- The problem -
Scan the records for the string "Myeongju" and copy every line that holds it.

- Dataset content -
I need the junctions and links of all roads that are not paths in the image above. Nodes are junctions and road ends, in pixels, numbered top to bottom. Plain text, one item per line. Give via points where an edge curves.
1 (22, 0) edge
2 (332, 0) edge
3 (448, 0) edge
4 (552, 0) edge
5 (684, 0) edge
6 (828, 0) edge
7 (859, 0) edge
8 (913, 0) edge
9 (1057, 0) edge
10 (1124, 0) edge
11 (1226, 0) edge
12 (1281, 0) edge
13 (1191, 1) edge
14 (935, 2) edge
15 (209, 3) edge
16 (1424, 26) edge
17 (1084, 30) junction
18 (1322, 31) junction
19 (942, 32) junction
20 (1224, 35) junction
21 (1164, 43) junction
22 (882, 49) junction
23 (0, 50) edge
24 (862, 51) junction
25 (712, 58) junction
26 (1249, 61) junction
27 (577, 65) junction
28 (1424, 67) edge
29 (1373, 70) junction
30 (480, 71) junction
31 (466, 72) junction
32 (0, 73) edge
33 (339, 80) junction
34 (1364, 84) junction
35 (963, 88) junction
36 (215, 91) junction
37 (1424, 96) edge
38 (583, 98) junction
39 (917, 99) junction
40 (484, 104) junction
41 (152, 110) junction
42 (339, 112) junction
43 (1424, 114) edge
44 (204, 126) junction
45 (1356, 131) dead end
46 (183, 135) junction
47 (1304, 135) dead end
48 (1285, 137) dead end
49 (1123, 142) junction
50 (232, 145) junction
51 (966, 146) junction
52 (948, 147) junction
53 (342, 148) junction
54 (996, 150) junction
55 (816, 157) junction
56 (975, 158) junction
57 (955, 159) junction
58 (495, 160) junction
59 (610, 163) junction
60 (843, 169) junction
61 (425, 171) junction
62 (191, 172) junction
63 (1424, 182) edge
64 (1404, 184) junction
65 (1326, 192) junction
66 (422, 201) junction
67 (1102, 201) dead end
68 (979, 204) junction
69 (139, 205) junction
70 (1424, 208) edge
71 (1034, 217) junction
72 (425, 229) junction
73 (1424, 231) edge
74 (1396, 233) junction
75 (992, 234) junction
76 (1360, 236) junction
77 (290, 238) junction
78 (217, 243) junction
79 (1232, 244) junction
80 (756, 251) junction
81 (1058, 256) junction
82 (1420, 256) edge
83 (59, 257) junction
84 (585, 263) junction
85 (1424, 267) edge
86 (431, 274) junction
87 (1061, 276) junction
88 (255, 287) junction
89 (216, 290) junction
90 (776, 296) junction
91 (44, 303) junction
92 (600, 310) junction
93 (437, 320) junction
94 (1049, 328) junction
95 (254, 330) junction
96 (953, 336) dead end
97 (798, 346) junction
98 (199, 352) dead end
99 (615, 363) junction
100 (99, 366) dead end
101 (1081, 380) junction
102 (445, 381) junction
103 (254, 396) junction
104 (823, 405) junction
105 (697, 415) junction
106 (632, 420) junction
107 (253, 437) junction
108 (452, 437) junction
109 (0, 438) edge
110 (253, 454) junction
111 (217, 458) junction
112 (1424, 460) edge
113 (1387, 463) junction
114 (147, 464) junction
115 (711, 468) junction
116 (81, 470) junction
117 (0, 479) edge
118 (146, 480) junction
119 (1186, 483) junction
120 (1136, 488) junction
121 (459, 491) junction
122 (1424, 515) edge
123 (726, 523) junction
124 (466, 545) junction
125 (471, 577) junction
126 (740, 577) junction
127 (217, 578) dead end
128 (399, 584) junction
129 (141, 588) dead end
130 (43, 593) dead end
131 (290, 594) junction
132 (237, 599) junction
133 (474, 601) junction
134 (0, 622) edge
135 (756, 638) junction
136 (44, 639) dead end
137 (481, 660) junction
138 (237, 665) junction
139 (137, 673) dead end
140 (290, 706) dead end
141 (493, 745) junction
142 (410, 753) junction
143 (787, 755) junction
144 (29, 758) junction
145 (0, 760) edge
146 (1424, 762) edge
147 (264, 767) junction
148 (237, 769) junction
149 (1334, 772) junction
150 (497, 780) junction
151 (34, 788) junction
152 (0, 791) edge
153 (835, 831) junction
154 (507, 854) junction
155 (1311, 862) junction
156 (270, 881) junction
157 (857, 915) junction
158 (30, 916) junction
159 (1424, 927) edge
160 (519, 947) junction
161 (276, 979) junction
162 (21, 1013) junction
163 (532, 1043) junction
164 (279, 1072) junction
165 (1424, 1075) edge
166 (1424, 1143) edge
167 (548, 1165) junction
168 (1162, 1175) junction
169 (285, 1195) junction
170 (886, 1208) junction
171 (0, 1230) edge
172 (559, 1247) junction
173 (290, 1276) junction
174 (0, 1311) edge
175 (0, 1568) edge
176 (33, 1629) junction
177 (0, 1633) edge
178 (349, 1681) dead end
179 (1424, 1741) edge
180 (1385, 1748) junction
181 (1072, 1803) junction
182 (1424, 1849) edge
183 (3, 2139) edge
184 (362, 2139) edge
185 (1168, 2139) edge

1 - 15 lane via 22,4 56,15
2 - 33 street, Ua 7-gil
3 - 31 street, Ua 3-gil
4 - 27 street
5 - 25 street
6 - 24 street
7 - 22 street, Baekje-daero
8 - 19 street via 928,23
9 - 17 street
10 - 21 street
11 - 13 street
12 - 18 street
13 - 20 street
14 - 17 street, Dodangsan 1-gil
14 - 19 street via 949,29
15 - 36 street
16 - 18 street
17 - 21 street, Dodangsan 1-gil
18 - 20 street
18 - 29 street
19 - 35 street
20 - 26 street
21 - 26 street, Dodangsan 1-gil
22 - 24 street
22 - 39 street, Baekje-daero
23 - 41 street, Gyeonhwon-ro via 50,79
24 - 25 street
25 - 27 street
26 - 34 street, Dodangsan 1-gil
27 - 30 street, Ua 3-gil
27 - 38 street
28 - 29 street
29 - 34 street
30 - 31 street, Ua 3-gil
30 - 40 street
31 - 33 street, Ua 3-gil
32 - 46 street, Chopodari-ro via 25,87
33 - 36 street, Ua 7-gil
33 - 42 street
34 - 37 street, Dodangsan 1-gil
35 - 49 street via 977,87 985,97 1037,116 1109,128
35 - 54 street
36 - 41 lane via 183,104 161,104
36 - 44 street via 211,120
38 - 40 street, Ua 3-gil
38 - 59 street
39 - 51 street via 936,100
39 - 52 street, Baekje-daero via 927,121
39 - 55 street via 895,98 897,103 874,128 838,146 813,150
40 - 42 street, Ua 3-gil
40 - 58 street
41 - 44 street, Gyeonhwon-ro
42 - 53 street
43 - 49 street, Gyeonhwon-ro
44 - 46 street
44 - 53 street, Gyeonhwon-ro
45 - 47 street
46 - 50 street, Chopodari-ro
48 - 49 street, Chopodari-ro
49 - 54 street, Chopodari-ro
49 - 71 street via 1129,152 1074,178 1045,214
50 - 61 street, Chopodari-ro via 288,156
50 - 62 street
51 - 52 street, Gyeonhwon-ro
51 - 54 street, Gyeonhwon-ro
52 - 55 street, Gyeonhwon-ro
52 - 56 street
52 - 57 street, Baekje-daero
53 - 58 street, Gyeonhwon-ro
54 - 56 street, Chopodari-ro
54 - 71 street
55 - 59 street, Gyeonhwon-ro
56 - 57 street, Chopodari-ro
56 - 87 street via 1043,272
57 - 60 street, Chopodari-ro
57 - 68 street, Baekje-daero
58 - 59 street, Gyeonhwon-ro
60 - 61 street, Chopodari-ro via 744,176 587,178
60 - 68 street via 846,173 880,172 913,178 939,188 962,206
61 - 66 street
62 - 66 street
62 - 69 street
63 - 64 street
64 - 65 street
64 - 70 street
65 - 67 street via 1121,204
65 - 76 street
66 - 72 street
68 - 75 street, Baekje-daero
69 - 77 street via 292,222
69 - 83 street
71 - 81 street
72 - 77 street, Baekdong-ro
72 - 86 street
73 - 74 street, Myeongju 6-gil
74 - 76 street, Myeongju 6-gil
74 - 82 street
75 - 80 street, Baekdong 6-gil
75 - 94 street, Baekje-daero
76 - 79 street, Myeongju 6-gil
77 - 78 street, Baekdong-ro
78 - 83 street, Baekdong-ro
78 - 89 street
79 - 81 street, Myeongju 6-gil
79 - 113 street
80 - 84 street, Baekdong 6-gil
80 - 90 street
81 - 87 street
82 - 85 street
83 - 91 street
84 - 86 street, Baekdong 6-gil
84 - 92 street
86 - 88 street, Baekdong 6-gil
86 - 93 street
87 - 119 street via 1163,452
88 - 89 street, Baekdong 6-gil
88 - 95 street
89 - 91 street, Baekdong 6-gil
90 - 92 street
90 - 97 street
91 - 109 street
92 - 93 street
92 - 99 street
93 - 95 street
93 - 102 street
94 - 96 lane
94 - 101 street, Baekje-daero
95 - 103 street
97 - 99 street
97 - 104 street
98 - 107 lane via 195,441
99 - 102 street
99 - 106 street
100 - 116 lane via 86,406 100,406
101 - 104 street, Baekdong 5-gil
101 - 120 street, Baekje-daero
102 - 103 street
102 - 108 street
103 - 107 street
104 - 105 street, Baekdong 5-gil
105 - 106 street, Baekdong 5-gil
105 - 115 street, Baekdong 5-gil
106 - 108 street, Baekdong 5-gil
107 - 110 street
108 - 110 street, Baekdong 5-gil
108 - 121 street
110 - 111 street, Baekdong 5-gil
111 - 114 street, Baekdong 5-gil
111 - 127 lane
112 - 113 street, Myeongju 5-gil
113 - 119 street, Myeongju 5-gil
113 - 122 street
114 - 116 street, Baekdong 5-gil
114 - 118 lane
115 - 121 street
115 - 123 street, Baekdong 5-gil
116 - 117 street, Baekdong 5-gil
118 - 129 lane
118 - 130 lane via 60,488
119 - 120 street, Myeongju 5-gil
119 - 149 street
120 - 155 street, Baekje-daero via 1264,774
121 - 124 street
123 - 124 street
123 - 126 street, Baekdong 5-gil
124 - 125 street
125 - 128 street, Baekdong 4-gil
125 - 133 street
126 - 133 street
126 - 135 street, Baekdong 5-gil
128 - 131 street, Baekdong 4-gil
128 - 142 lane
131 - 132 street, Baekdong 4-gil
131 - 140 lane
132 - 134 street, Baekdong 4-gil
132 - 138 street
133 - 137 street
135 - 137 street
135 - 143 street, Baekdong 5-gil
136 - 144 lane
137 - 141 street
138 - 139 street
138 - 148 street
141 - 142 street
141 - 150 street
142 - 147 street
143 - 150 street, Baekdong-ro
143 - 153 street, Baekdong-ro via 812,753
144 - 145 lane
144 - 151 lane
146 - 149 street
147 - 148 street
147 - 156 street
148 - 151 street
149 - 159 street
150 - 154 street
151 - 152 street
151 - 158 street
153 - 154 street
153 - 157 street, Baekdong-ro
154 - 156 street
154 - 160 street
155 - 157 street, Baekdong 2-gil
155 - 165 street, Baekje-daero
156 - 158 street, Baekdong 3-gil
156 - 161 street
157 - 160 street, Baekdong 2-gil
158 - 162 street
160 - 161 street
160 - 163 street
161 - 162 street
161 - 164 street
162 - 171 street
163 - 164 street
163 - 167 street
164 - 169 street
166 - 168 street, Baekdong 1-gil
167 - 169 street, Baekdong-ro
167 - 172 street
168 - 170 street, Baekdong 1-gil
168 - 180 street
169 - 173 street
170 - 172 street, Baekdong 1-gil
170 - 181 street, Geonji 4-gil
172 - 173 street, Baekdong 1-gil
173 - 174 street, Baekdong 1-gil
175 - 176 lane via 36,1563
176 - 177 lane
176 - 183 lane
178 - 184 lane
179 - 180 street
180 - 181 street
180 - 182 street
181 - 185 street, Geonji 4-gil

- Exercise response -
73 - 74 street, Myeongju 6-gil
74 - 76 street, Myeongju 6-gil
76 - 79 street, Myeongju 6-gil
79 - 81 street, Myeongju 6-gil
112 - 113 street, Myeongju 5-gil
113 - 119 street, Myeongju 5-gil
119 - 120 street, Myeongju 5-gil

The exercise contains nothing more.